Segment tree is introduced in previous post with an example of range sum problem. We have used the same “Sum of given Range” problem to explain Lazy propagation

How does update work in Simple Segment Tree?
In the previous post, update function was called to update only a single value in array. Please note that a single value update in array may cause multiple updates in Segment Tree as there may be many segment tree nodes that have a single array element in their ranges.

Below is simple logic used in previous post.
1) Start with root of segment tree.
2) If array index to be updated is not in current node’s range, then return
3) Else update current node and recur for children.

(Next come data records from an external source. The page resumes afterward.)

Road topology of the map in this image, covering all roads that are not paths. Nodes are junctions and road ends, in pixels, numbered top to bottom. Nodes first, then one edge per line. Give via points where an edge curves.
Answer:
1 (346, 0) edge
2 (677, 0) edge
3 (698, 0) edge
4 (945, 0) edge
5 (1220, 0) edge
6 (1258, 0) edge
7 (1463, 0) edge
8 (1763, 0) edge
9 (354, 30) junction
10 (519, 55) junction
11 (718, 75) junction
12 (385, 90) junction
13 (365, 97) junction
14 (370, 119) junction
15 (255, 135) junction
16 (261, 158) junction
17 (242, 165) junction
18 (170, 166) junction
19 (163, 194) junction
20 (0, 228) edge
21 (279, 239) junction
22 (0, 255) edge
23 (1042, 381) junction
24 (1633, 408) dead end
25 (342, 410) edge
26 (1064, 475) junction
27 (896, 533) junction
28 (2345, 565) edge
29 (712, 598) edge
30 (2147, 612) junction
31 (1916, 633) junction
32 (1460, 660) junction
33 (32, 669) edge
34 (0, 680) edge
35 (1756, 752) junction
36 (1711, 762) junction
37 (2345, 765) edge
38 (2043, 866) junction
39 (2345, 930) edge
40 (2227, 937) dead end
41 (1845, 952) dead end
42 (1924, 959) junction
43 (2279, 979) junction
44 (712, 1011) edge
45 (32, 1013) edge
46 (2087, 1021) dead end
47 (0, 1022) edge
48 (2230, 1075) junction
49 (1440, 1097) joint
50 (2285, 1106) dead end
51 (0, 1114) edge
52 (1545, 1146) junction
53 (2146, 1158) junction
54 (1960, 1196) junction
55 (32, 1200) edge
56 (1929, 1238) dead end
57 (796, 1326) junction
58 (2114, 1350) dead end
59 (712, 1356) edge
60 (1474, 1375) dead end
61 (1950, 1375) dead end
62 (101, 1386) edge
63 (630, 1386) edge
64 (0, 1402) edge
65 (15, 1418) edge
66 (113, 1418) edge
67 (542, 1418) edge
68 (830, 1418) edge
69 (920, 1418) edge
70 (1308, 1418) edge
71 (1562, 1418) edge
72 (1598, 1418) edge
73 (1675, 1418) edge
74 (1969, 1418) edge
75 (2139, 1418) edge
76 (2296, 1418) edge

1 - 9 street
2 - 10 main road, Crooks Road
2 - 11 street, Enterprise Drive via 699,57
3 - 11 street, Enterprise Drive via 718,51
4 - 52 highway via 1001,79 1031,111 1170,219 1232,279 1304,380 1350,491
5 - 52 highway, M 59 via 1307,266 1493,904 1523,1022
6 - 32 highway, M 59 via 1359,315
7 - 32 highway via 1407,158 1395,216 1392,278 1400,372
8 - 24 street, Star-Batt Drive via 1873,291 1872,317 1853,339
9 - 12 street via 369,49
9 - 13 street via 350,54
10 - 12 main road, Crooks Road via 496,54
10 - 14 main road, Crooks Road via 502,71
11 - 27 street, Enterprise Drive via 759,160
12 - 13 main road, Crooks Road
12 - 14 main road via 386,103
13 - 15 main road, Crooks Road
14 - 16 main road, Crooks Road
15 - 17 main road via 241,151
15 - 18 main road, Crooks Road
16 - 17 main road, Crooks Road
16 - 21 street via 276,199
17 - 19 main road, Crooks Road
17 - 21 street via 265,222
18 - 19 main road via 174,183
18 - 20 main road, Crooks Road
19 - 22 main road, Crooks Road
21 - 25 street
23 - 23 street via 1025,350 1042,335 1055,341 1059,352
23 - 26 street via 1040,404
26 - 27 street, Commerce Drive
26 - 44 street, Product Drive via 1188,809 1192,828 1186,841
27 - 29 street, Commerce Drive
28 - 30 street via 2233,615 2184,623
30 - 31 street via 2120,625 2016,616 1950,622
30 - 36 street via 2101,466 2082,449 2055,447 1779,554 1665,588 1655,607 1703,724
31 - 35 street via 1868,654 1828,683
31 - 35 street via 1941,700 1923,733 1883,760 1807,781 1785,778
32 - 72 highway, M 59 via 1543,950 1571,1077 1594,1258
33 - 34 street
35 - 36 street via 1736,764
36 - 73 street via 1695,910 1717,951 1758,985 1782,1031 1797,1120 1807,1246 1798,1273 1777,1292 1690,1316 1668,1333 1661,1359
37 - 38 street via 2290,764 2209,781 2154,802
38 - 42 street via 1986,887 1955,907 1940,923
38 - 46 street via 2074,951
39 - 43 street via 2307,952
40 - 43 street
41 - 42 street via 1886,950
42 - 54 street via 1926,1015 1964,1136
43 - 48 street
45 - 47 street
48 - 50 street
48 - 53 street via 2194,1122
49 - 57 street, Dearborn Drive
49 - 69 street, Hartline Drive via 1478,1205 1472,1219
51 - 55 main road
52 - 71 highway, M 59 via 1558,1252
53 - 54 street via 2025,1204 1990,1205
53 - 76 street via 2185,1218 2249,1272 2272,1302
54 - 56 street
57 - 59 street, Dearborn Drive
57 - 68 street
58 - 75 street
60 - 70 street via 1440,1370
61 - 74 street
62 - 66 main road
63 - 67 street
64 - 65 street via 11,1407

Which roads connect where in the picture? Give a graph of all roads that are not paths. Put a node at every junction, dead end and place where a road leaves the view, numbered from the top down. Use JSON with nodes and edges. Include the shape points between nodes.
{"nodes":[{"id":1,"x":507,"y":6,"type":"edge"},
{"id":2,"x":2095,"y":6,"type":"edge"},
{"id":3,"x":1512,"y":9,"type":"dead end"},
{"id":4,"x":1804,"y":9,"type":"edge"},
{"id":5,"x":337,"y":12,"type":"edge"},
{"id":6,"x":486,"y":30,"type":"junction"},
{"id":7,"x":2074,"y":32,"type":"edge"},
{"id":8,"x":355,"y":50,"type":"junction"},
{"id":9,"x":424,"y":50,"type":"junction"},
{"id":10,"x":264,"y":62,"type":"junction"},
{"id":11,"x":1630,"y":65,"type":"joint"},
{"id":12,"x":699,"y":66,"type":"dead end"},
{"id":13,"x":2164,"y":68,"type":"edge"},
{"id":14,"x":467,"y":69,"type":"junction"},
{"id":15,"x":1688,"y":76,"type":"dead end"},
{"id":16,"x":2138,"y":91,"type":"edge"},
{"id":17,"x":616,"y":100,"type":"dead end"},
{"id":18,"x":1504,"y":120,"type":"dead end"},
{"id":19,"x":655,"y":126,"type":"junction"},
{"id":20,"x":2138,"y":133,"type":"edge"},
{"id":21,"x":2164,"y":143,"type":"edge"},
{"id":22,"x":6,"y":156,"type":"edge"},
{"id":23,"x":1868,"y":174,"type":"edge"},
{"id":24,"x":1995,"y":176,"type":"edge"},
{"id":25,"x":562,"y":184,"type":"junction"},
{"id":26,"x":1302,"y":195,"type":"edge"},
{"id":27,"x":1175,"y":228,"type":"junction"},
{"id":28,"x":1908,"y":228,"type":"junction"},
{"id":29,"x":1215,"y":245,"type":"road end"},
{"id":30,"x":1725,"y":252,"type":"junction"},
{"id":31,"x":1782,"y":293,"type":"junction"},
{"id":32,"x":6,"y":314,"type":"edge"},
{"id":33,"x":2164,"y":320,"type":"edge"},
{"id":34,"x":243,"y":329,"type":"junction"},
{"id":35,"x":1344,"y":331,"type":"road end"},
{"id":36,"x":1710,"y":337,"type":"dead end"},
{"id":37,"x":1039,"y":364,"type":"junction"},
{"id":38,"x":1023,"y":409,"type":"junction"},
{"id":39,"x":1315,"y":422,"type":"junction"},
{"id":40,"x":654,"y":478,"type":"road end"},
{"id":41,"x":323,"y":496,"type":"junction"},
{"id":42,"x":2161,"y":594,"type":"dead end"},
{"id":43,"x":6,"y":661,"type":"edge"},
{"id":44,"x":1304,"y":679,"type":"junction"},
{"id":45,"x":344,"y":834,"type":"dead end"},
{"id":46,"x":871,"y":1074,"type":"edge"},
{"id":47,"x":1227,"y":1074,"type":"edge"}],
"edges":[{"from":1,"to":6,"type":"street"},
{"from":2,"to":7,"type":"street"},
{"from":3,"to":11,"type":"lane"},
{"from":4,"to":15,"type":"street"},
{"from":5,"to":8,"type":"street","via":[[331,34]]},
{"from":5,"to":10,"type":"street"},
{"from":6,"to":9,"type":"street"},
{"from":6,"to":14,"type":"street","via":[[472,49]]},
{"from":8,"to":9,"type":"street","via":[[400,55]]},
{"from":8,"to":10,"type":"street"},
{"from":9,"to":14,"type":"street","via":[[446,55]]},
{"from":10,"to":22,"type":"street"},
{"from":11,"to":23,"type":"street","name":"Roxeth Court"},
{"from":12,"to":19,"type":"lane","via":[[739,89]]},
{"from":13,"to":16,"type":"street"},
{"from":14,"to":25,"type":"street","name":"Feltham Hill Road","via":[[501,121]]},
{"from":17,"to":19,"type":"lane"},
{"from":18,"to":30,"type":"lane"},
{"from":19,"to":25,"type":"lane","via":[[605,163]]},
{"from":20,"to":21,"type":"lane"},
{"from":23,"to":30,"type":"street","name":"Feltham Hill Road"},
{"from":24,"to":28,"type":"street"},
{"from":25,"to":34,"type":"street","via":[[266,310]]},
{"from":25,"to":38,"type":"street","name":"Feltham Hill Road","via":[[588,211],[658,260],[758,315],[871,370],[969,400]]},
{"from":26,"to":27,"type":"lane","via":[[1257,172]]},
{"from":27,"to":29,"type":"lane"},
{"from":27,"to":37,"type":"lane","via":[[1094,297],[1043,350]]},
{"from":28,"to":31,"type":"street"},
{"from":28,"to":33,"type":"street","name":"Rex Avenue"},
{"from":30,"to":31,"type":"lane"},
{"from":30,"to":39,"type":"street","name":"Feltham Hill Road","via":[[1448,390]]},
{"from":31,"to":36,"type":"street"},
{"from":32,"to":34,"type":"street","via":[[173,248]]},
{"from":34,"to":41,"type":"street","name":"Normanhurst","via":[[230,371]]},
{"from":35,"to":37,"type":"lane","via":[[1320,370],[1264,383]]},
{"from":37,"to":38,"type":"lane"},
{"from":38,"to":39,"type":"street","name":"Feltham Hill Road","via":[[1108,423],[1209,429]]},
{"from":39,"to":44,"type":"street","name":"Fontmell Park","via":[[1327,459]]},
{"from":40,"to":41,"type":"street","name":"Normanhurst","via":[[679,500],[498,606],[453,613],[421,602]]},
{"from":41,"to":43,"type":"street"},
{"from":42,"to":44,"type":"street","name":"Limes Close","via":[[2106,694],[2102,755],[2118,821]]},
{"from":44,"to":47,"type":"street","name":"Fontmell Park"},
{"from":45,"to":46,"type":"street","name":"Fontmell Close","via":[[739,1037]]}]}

Below is code taken from previous post.

/* A recursive function to update the nodes which have the given
   index in their range. The following are parameters
    tree[] --> segment tree
    si     -->  index of current node in segment tree.
                Initial value is passed as 0.
    ss and se --> Starting and ending indexes of array elements 
                  covered under this node of segment tree.
                  Initial values passed as 0 and n-1.
    i    --> index of the element to be updated. This index 
            is in input array.
   diff --> Value to be added to all nodes which have array
            index i in range */
void updateValueUtil(int tree[], int ss, int se, int i, 
                     int diff, int si)
{
    // Base Case: If the input index lies outside the range
    // of this segment
    if (i < ss || i > se)
        return;

    // If the input index is in range of this node, then
    // update the value of the node and its children
    st[si] = st[si] + diff;
    if (se != ss)
    {
        int mid = getMid(ss, se);
        updateValueUtil(st, ss, mid, i, diff, 2*si + 1);
        updateValueUtil(st, mid+1, se, i, diff, 2*si + 2);
    }
}

What if there are updates on a range of array indexes?
For example add 10 to all values at indexes from 2 to 7 in array. The above update has to be called for every index from 2 to 7. We can avoid multiple calls by writing a function updateRange() that updates nodes accordingly.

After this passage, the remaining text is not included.